(AIM OF THE TASK): Go through the listing below and list every line with "WASHINGTON".

· · · ·

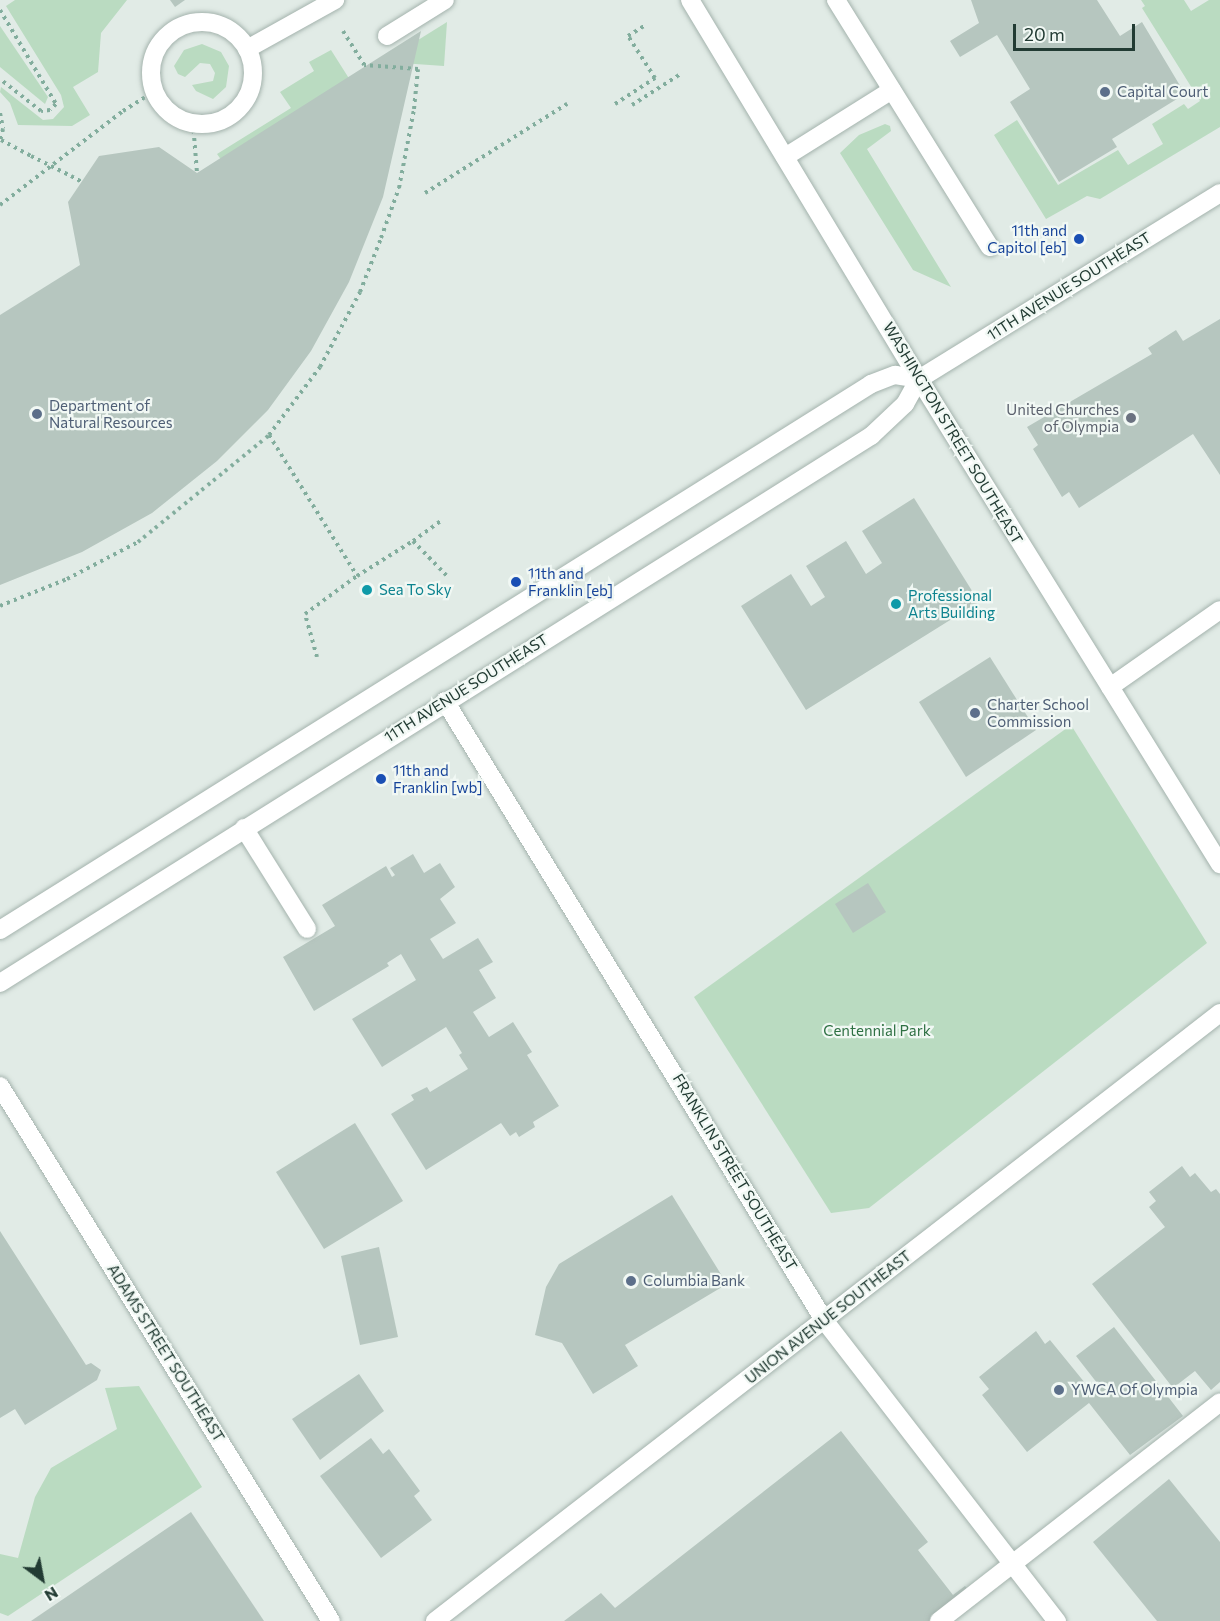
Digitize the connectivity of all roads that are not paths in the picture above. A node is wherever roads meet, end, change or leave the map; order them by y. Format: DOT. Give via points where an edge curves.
graph roads {
  1 [pos="445,0"];
  2 [pos="690,0"];
  3 [pos="836,0"];
  4 [pos="330,2"];
  5 [pos="387,36"];
  6 [pos="247,48"];
  7 [pos="892,90"];
  8 [pos="785,157"];
  9 [pos="1220,193"];
  10 [pos="990,247"];
  11 [pos="919,379"];
  12 [pos="1220,610"];
  13 [pos="1110,687"];
  14 [pos="445,701"];
  15 [pos="244,828"];
  16 [pos="1220,864"];
  17 [pos="307,929"];
  18 [pos="0,930"];
  19 [pos="0,983"];
  20 [pos="1220,1012"];
  21 [pos="0,1086"];
  22 [pos="824,1320"];
  23 [pos="1220,1402"];
  24 [pos="1012,1564"];
  25 [pos="331,1621"];
  26 [pos="435,1621"];
  27 [pos="939,1621"];
  28 [pos="1057,1621"];
  1 -- 5 [label="street"];
  2 -- 8 [label="street, WASHINGTON STREET SOUTHEAST"];
  3 -- 7 [label="street"];
  4 -- 6 [label="street"];
  6 -- 6 [label="street" via="252,65 247,98 221,120 193,123 172,115 154,92 150,71 153,54 174,29 190,23 223,26"];
  7 -- 8 [label="street"];
  7 -- 10 [label="street"];
  8 -- 11 [label="street, WASHINGTON STREET SOUTHEAST"];
  9 -- 11 [label="street, 11TH AVENUE SOUTHEAST"];
  11 -- 13 [label="street, WASHINGTON STREET SOUTHEAST"];
  11 -- 14 [label="street, 11TH AVENUE SOUTHEAST" via="905,404 871,436"];
  11 -- 18 [label="street" via="895,375 871,384"];
  12 -- 13 [label="street"];
  13 -- 16 [label="street, WASHINGTON STREET SOUTHEAST"];
  14 -- 15 [label="street, 11TH AVENUE SOUTHEAST"];
  14 -- 22 [label="street, FRANKLIN STREET SOUTHEAST"];
  15 -- 17 [label="street"];
  15 -- 19 [label="street, 11TH AVENUE SOUTHEAST"];
  20 -- 22 [label="street, UNION AVENUE SOUTHEAST"];
  21 -- 25 [label="street, ADAMS STREET SOUTHEAST"];
  22 -- 24 [label="street, FRANKLIN STREET SOUTHEAST"];
  22 -- 26 [label="street, UNION AVENUE SOUTHEAST"];
  23 -- 24 [label="street"];
  24 -- 27 [label="street"];
  24 -- 28 [label="street, FRANKLIN STREET SOUTHEAST"];
}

· · · ·

(FINISHED EXERCISE):
  2 -- 8 [label="street, WASHINGTON STREET SOUTHEAST"];
  8 -- 11 [label="street, WASHINGTON STREET SOUTHEAST"];
  11 -- 13 [label="street, WASHINGTON STREET SOUTHEAST"];
  13 -- 16 [label="street, WASHINGTON STREET SOUTHEAST"];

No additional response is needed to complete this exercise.